Chapter Seven: Strategies for Mainline Churches
How to go about "creatively transforming" the mass media. Programming strategies. Media reform strategies. Using television as "preparation for the gospel." Media education.

Chapter Eight: Media Violence is Hazardous to Your Health
An analysis of hundreds of laboratory studies shows conclusively that there is a causal relationship between viewing violence on television and subsequent aggressive behavior. Fieldwork and longitudinal studies confirm the findings. We are faced with a mental pollution that is as dangerous as our physical pollution.

Chapter Nine: What We Can Do About Media Violence
Violence and sexual violence in the media must be reduced. The important thing to stress is to attain this goal without depriving those in the media of the means of livelihood or of the rewards which are justly theirs, and without depriving citizens of their First Amendment guarantee of freedom of speech.
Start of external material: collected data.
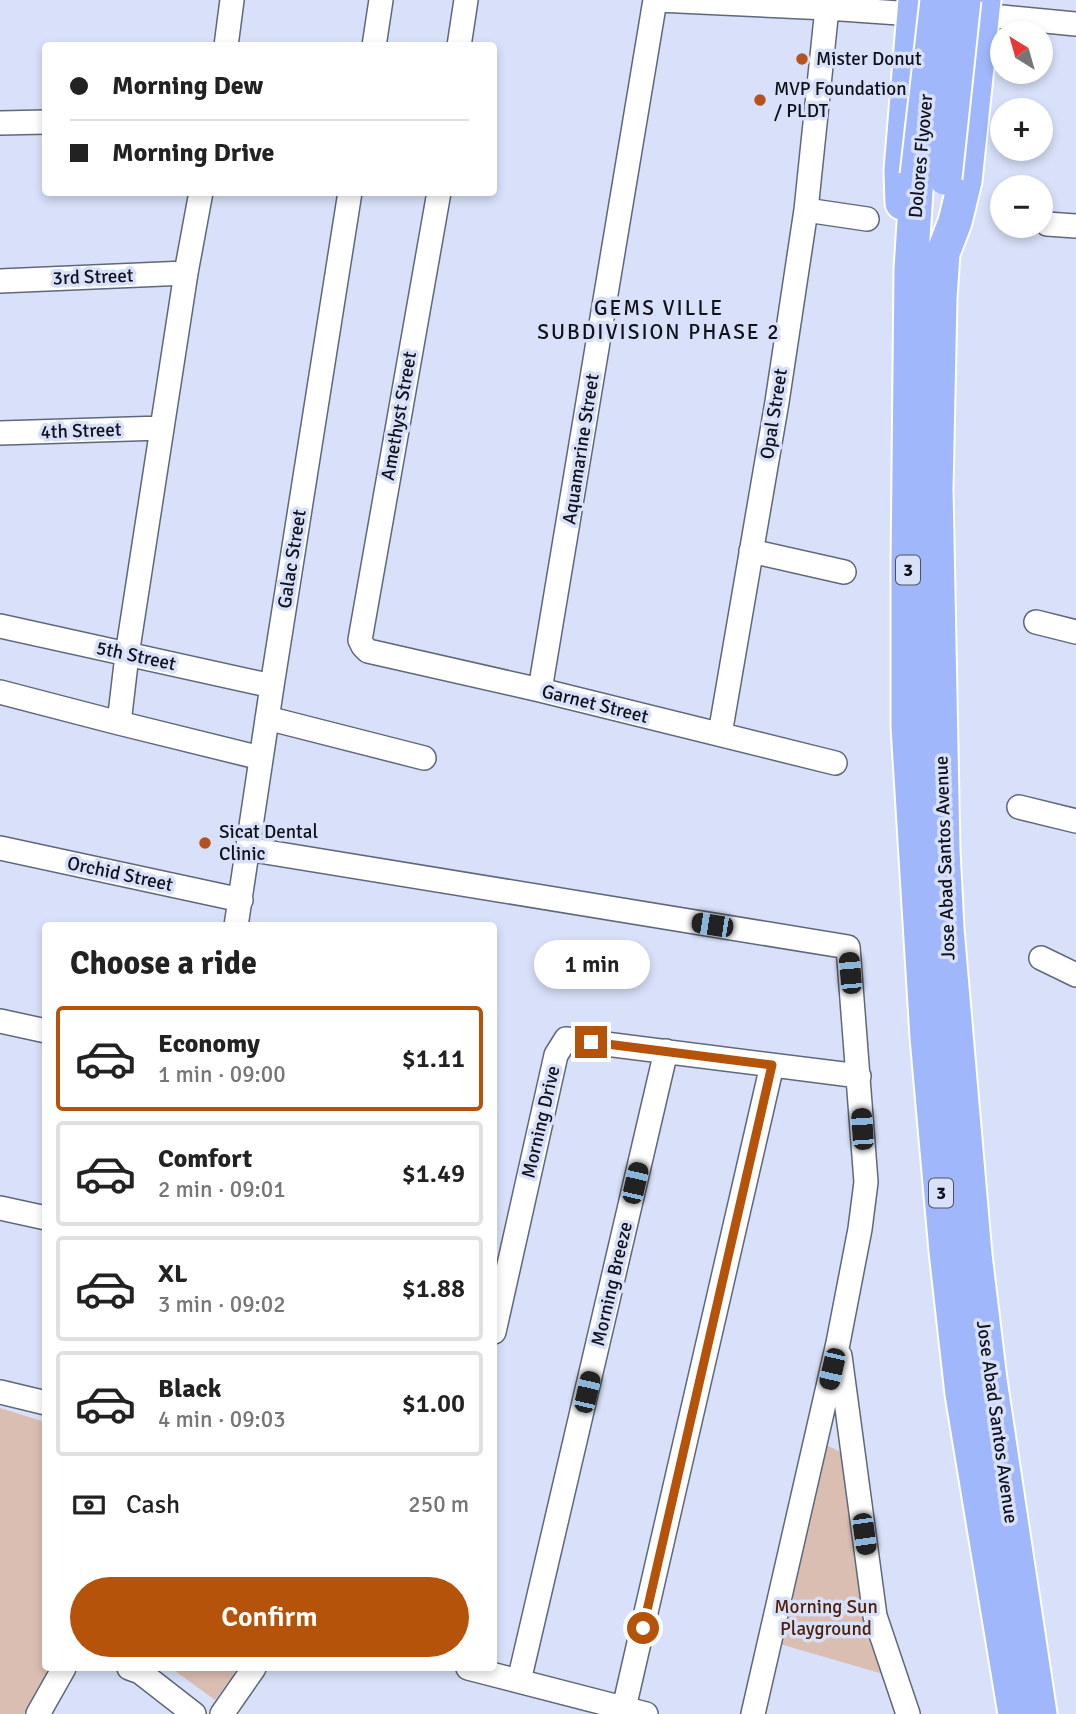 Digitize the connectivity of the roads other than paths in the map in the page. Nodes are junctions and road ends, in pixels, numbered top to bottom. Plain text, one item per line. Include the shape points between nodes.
1 (232, 0) edge
2 (381, 0) edge
3 (466, 0) edge
4 (657, 0) edge
5 (920, 5) edge
6 (977, 5) edge
7 (827, 8) junction
8 (1076, 24) edge
9 (227, 42) edge
10 (375, 42) edge
11 (460, 42) edge
12 (42, 122) edge
13 (0, 123) edge
14 (931, 176) junction
15 (200, 196) edge
16 (349, 196) edge
17 (438, 196) edge
18 (806, 210) junction
19 (867, 219) dead end
20 (1053, 224) edge
21 (1076, 226) edge
22 (943, 253) junction
23 (911, 270) junction
24 (186, 273) junction
25 (0, 281) edge
26 (162, 428) junction
27 (0, 433) edge
28 (751, 551) junction
29 (844, 572) dead end
30 (1036, 622) dead end
31 (0, 626) edge
32 (1076, 632) edge
33 (360, 640) joint
34 (127, 655) junction
35 (272, 686) junction
36 (540, 690) junction
37 (0, 692) edge
38 (267, 719) junction
39 (119, 723) junction
40 (720, 734) junction
41 (261, 758) junction
42 (424, 758) dead end
43 (835, 763) dead end
44 (1019, 807) dead end
45 (1076, 821) edge
46 (929, 846) junction
47 (0, 848) edge
48 (248, 849) junction
49 (241, 900) junction
50 (237, 922) edge
51 (933, 925) junction
52 (1041, 958) dead end
53 (1076, 975) edge
54 (0, 1021) edge
55 (42, 1030) edge
56 (666, 1051) junction
57 (772, 1065) junction
58 (859, 1076) junction
59 (0, 1208) edge
60 (42, 1217) edge
61 (497, 1318) edge
62 (838, 1343) junction
63 (0, 1392) edge
64 (42, 1402) edge
65 (62, 1671) edge
66 (138, 1671) edge
67 (252, 1671) edge
68 (480, 1671) edge
69 (519, 1681) junction
70 (635, 1711) edge
71 (38, 1714) edge
72 (194, 1714) edge
73 (222, 1714) edge
74 (752, 1714) edge
75 (908, 1714) edge
76 (1015, 1714) edge
77 (1040, 1714) edge

1 - 9 street
2 - 10 street
3 - 11 street
4 - 7 street
4 - 36 street, Aquamarine Street
5 - 6 highway
5 - 7 street
5 - 14 highway, Dolores Flyover / 3, bridge
5 - 23 highway via 901,170
6 - 8 street
6 - 14 highway, Dolores Flyover / 3, bridge
6 - 22 highway, Jose Abad Santos Avenue / 3 via 965,181
7 - 18 street, Opal Street
12 - 13 street
14 - 22 highway, Dolores Flyover / 3
14 - 23 highway, Dolores Flyover / 3
15 - 24 street
16 - 35 street, Galac Street
17 - 33 street, Amethyst Street
18 - 19 street
18 - 28 street, Opal Street
20 - 21 street
22 - 46 highway, Jose Abad Santos Avenue / 3
23 - 46 highway, Jose Abad Santos Avenue / 3 via 908,726
24 - 25 street, 3rd Street
24 - 26 street
26 - 27 street, 4th Street
26 - 34 street
28 - 29 street
28 - 40 street, Opal Street
30 - 32 street
31 - 34 street, 5th Street
33 - 36 street, Garnet Street via 368,651
34 - 35 street, 5th Street
34 - 39 street
35 - 38 street, Galac Street
36 - 40 street, Garnet Street
37 - 39 street
38 - 41 street, Galac Street
38 - 42 street
39 - 41 street
40 - 43 street, Garnet Street
41 - 48 street, Galac Street
44 - 45 street
46 - 51 highway, Jose Abad Santos Avenue / 3
47 - 49 street, Orchid Street
48 - 49 street, Galac Street
48 - 58 street via 848,947
49 - 50 street, Galac Street
51 - 76 highway, Jose Abad Santos Avenue / 3 via 932,1091 946,1251 961,1381
51 - 77 highway, Jose Abad Santos Avenue / 3 via 990,1380
52 - 53 street
54 - 55 street
56 - 57 street, Morning Drive
56 - 61 street, Morning Drive via 566,1039 555,1055
56 - 69 street, Morning Breeze
57 - 58 street, Morning Drive
57 - 70 street
58 - 62 street via 866,1182
59 - 60 street
62 - 74 street
62 - 75 street via 875,1616
63 - 64 street
65 - 71 street
66 - 72 street
67 - 73 street
68 - 69 street
69 - 70 street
The author suggests public policy actions regarding the regulation of TV, cable, and videocassettes.

Chapter Ten: How to Bust the Communication Trust
The basic question the First Amendment raises is: To what extent are we willing to give up the value of absolute freedom of expression in order to protect society from expressions which might destroy other values in our society, or the society itself? When we face economic restraint on free speech, something like antitrust laws in communication are necessary. The author suggests three strategies for keeping the mass media open to diverse views.
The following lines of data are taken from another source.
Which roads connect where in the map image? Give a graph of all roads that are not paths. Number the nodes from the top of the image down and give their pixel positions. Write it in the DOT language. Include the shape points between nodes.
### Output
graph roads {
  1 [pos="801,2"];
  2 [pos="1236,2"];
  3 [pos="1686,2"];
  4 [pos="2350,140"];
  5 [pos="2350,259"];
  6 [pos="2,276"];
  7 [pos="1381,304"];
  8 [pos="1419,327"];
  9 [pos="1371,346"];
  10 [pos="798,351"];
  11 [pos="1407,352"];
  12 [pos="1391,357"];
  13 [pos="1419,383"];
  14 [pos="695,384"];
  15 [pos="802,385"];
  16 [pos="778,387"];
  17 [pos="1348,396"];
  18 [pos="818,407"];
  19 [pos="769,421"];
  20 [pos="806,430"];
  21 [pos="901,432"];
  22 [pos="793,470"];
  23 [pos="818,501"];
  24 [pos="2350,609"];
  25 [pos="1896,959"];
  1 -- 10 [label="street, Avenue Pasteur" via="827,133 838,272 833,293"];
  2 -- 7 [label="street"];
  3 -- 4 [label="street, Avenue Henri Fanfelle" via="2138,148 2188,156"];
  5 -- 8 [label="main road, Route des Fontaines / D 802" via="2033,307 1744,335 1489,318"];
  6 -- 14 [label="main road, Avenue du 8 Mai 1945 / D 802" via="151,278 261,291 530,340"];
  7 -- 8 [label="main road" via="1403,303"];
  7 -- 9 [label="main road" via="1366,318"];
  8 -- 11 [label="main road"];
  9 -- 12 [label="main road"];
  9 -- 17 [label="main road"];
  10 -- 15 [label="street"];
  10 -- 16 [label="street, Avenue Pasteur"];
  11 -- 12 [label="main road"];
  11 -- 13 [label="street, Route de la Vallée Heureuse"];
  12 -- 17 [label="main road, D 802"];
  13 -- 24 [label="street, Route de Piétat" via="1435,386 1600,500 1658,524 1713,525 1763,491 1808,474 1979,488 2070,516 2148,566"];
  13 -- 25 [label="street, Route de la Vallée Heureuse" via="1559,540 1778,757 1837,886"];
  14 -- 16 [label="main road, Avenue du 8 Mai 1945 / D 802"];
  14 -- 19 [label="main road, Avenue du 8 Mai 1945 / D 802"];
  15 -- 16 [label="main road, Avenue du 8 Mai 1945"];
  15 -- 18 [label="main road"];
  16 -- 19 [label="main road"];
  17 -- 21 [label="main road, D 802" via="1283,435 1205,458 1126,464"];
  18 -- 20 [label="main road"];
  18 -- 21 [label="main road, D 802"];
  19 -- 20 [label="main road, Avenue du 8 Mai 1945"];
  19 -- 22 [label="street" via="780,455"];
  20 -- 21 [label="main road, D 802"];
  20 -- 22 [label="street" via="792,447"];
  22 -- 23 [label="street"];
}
Chapter Eleven: U.S. Media: The Whole World is Watching<
Media represent a new form of colonialism. The United States insists on "freeflow of information" world-wide, which really means giving the fox the freedom of the chicken coop. Three guiding ethical principals are suggested, including allowing Third World nations to develop their own self-reliance in news, information, and entertainment, progressing at a rate and in a manner appropriate to their needs rather than in conformity to the marketplace needs of the industrialized nations.

Chapter Twelve: Signs of Hope
We may have underestimated the continuing influence of those traditional institutions which have managed to survive without the benefit of the mass media for many years and which continue to transfer cultural values -- the family, home, community, school, church, fraternal organizations, and others. If religion alone cannot move with power and authority to bring about the changes necessary, it can at least whisper subversion and at the same time hold the vision of a free and open democracy high for those able to see it.